No other cluster generated by our search for Sainsbury descendants has as many members that match as many pairs of cousins from “our” side of the Wiltshire-Somerset border as this Castle Combe group.
An unusual given name
Families often re-used given names through the generations and this can be a clue to kinship. Anthony is a particularly unusual name among Sainsbury families in the 18th century. In fact, a quick search of the indexed parish baptism and burial records for Wiltshire from 1538 to 1812 reveals only four Anthony Sainsburys (or variant spellings) in the whole county:
- An Anthony was buried 6 Jul 1660 Castle Combe (son of Joseph Saintsbury, progenitor of the Castle Combe family)
- An Anthony was buried 8 Aug 1672 Trowbridge (possibly related to the Castle Combe family)
- An Anthony was baptised 10 Feb 1683 Castle Combe and buried 9 Aug 1717 Castle Combe (
cousinbrother of William of Castle Combe)
- An Anthony was baptised 25 Feb 1694 Market Lavington and buried 25 Jun 1715 Market Lavington
Despite the rare occurrence of the name Anthony among 17th- and 18th-century Sainsburys, our Somerset ancestor gave this name to one of his sons — likely his first-born.
A gap in births
Given these DNA matches to members of this Castle Combe family, is there any way our Somerset ancestor, Richard Sainsbury, could have been born into this family?
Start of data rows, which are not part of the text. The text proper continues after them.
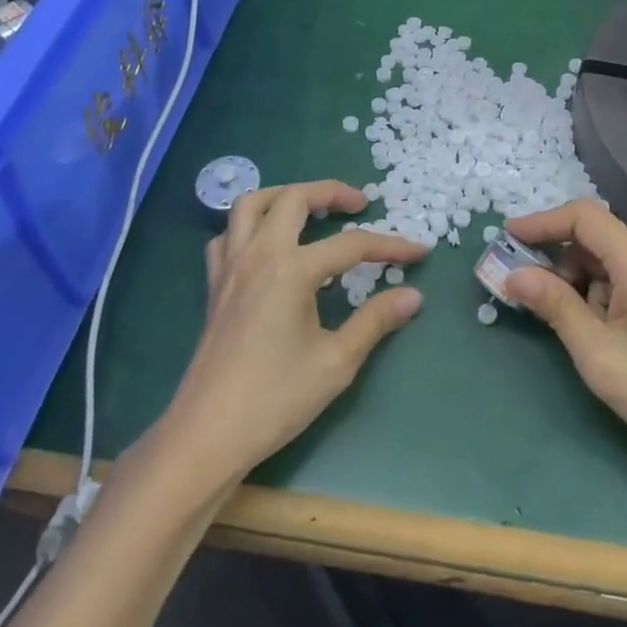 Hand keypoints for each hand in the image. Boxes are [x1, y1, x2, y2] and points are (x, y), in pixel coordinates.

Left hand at [165, 180, 427, 480]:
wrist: (208, 434)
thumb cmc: (275, 399)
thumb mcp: (336, 362)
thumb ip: (375, 321)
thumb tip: (413, 296)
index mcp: (291, 269)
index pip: (351, 245)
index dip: (389, 246)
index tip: (419, 251)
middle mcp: (258, 254)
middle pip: (294, 199)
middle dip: (331, 192)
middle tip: (360, 205)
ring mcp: (230, 267)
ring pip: (251, 205)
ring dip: (284, 196)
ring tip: (311, 209)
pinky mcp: (214, 285)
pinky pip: (227, 235)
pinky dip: (249, 226)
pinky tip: (267, 245)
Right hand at [503, 201, 626, 468]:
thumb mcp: (598, 353)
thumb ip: (555, 306)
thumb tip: (513, 275)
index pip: (583, 217)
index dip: (542, 222)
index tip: (507, 238)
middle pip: (594, 234)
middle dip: (554, 254)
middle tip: (522, 285)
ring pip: (606, 256)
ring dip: (575, 276)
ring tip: (556, 315)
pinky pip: (622, 274)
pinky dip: (596, 289)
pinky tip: (589, 324) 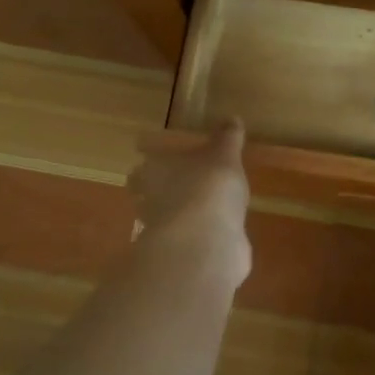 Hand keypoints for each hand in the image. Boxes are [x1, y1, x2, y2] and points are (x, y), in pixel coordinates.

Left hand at [128, 122, 252, 287]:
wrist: (207, 241)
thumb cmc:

And if so, could he have been part of this family in a way that would connect him more closely with any member of the family named Anthony?
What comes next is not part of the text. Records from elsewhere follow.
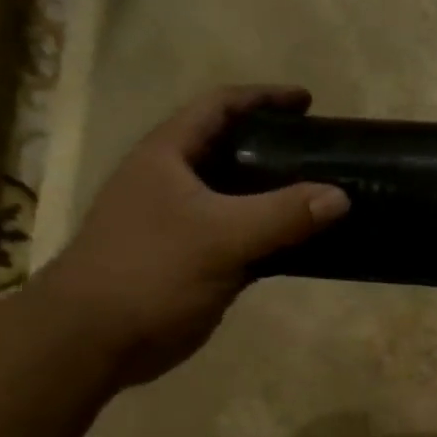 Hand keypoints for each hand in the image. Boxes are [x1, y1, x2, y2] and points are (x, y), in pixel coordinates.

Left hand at [34, 86, 348, 384]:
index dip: (263, 98)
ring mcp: (185, 224)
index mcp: (169, 156)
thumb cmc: (150, 270)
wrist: (95, 337)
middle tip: (323, 155)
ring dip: (280, 197)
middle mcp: (176, 182)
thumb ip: (282, 214)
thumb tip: (340, 196)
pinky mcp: (197, 262)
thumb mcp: (221, 236)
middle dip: (277, 148)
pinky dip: (276, 238)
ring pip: (242, 199)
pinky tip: (306, 246)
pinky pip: (246, 240)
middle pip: (233, 150)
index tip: (308, 101)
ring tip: (324, 197)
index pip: (219, 107)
cousin brother was Anthony Saintsbury baptised in Castle Combe in 1683. (He is Anthony number 3 on the above list.) There is a gap in the baptisms of his children between 1710 and 1716. This gap, indicated by the grey box with question mark in this tree, holds out the possibility that our Somerset Sainsbury ancestor was an unbaptised child of Anthony and Grace Saintsbury of Castle Combe:
There is no documentation to indicate whether the theory that Richard Sainsbury of North Somerset is a child of Anthony and Grace Saintbury of Castle Combe is true. It is only one of many theories that can be developed based on our DNA matches to explain the immediate family origins of Richard Sainsbury of North Somerset who married Mary Willis in Portbury in 1745.
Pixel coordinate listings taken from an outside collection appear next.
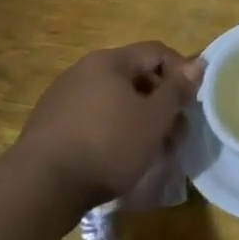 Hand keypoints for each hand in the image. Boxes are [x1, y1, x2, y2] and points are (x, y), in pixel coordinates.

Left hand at [17, 42, 205, 206]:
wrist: (40, 188)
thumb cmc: (107, 145)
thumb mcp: (154, 118)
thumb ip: (178, 89)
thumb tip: (198, 63)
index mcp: (109, 61)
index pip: (156, 51)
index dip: (181, 71)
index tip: (193, 102)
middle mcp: (82, 71)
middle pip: (134, 76)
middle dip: (160, 101)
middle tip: (175, 132)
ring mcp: (61, 98)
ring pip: (113, 100)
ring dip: (137, 119)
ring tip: (149, 149)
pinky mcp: (49, 127)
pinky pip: (92, 119)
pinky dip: (112, 131)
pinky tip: (117, 158)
Other sets of shared matches among our Somerset cousins suggest genetic connections to other Sainsbury families in other parts of Wiltshire in the early 18th century. Whether those connections are closer or more distant to the link suggested by these Castle Combe matches is difficult to say at this point.
However, the fact remains that our project has revealed other clusters of matches to other Sainsbury families in 18th-century Wiltshire — each with their own strengths and weaknesses as genetic evidence about our family’s point of origin.
Those other clusters will be the subject of future DNA Match Profiles on this blog.
Disclaimer: As with any research project, when new evidence comes to light, former theories may change. This blog post includes theories and conclusions developed from the best available evidence at the time this post was written. It may be corroborated or refuted by later research. This post must therefore be considered in the context of all information presented in earlier and later posts.